I smile. “Well, God bless her anyway, angel or whore.”

My brother the bishop smiles too. “I think her sins were ones of love, not of malice,” he says. “And in these hard days perhaps that is what matters the most.”

JUNE 17, 1483

They send my kinsman, Cardinal Thomas Bourchier, and half a dozen other lords from the Privy Council to reason with me, and I greet them as a queen, draped in the royal diamonds looted from the treasury, seated on a grand chair for my throne. I hope I look queenly and dignified; in truth I feel murderous. These are the lords of my Privy Council. They have the positions that my husband gave them. He made them what they are today, and now they dare come to me and tell me what Duke Richard requires of me. Elizabeth stands behind me, and my other four daughters in a row. None of my sons or brothers are present, They don’t remark that my son Thomas Grey is escaped from sanctuary and is on the loose in London, and I certainly don’t draw attention to his absence.

They tell me that they have proclaimed Duke Richard protector of the realm, regent, and governor of the prince, and they assure me that they are preparing for the coronation of my son Prince Edward. They want my younger son Richard to join his brother in the royal rooms in the Tower.

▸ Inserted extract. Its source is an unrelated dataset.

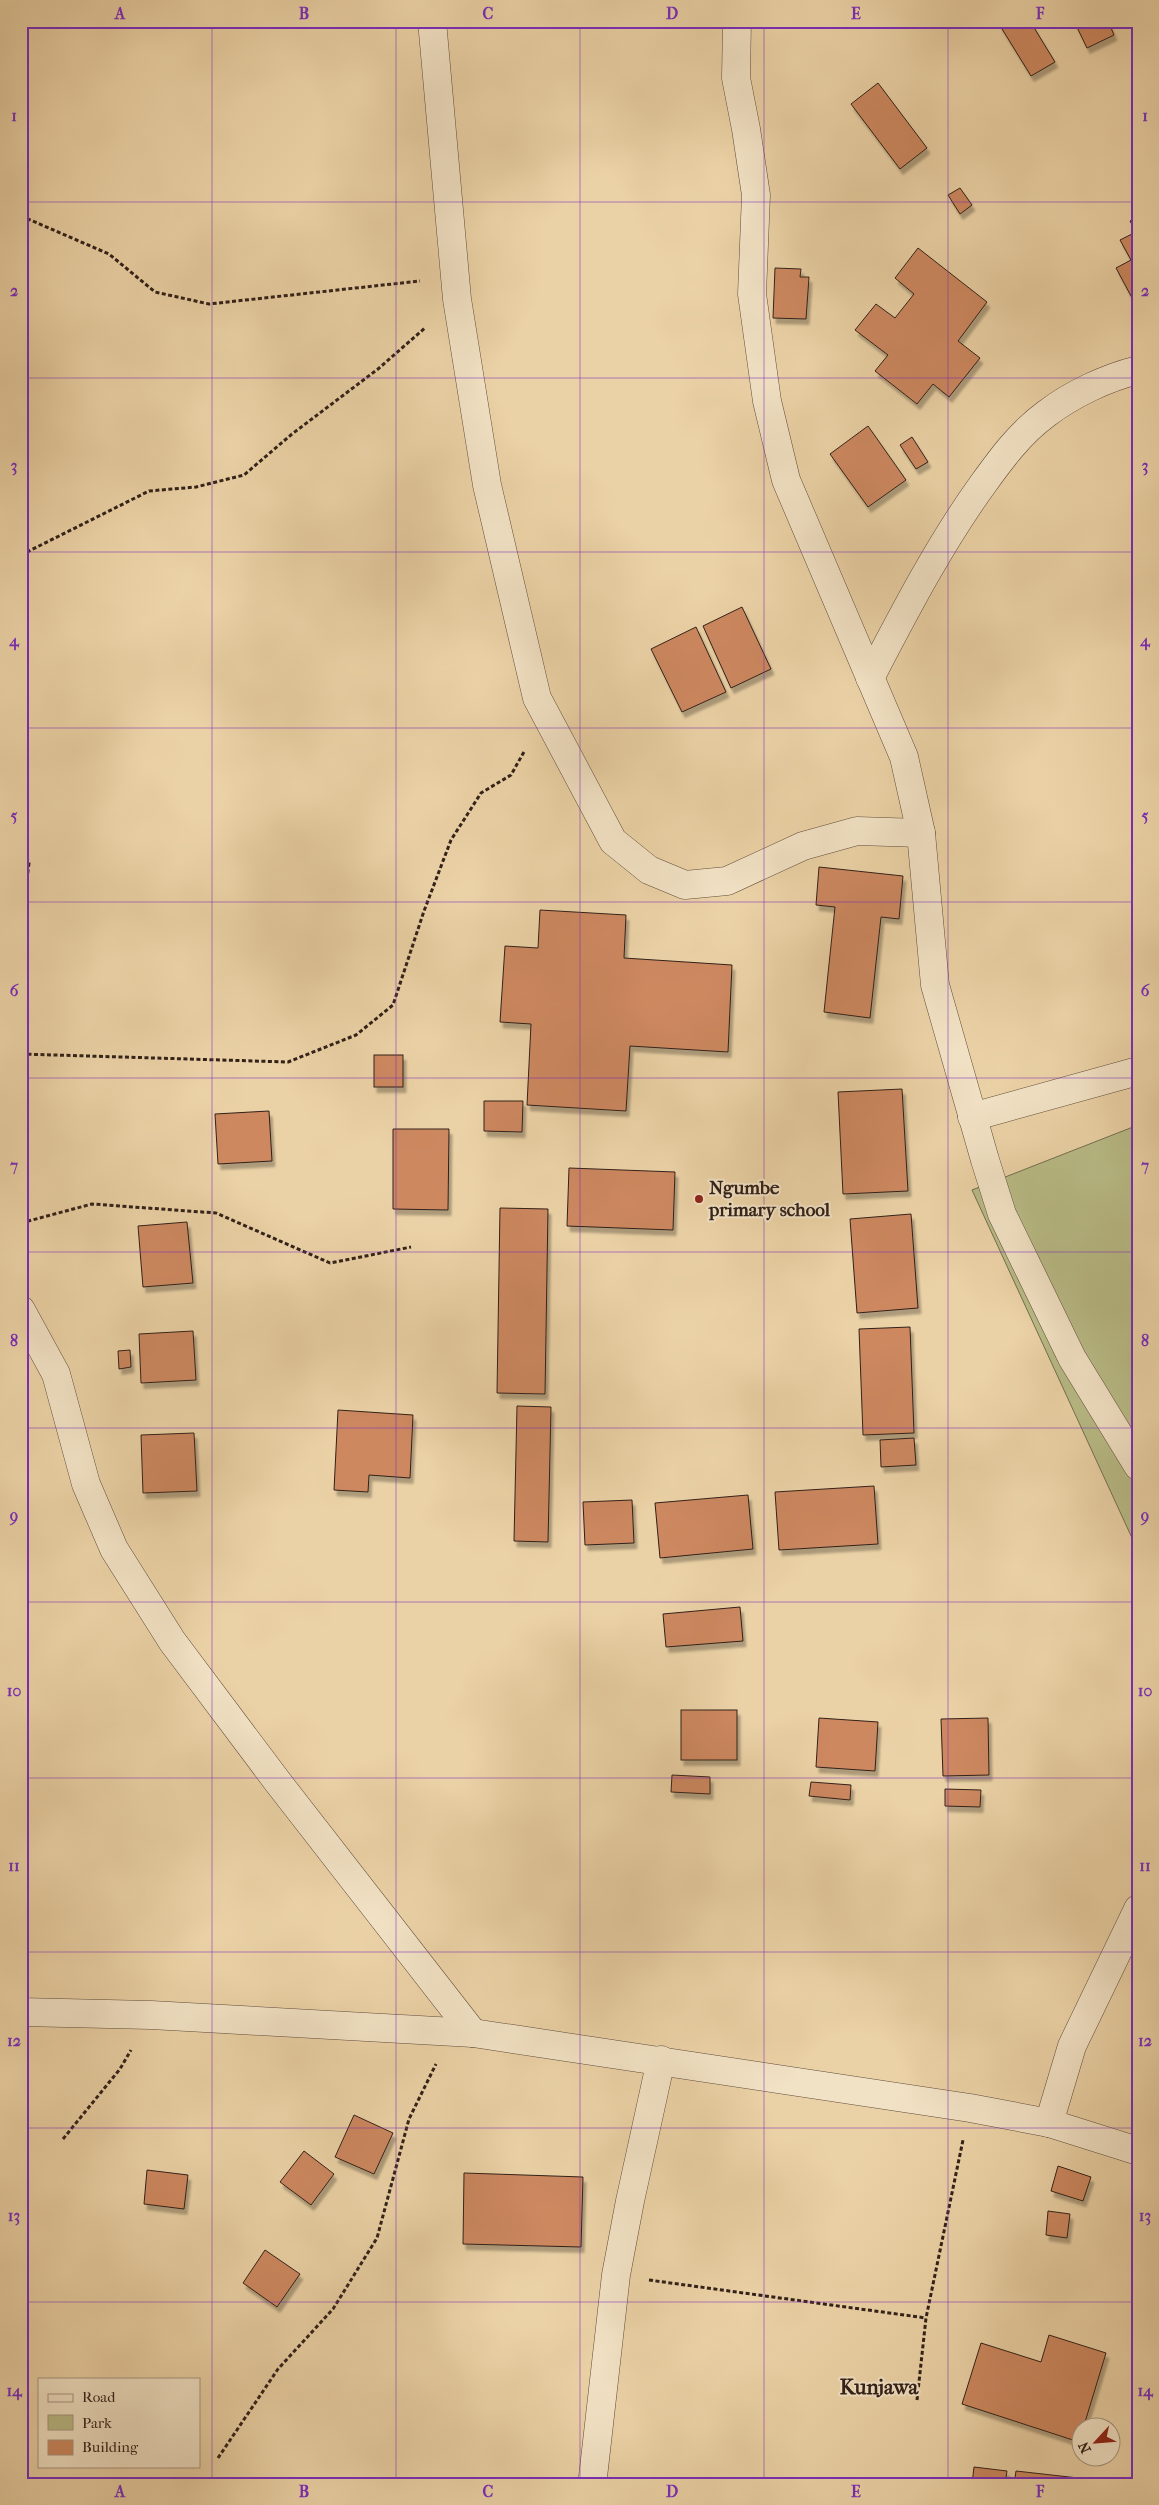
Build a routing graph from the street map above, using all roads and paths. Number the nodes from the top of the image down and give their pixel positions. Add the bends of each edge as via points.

“The duke will be protector for only a matter of days, only till the coronation,” Thomas Bourchier explains to me, his face so earnest that I must trust him. This is a man who has spent his life trying to bring peace to this country. He crowned Edward as king and me as queen because he believed that we would bring peace to this country. I know that he is speaking from his heart. “As soon as the young king is crowned, then all the power reverts to him and you are dowager queen and mother of the king,” he says. “Come back to your palace, Your Grace, and attend the coronation of your son. The people wonder that they don’t see you, and it looks odd to the foreign ambassadors. Let us do as we all swore to the king on his deathbed-put your son on the throne and all work together leaving aside enmity. Let the royal family be housed in the royal apartments in the Tower, and let them come out in their power and their beauty for their boy’s coronation.”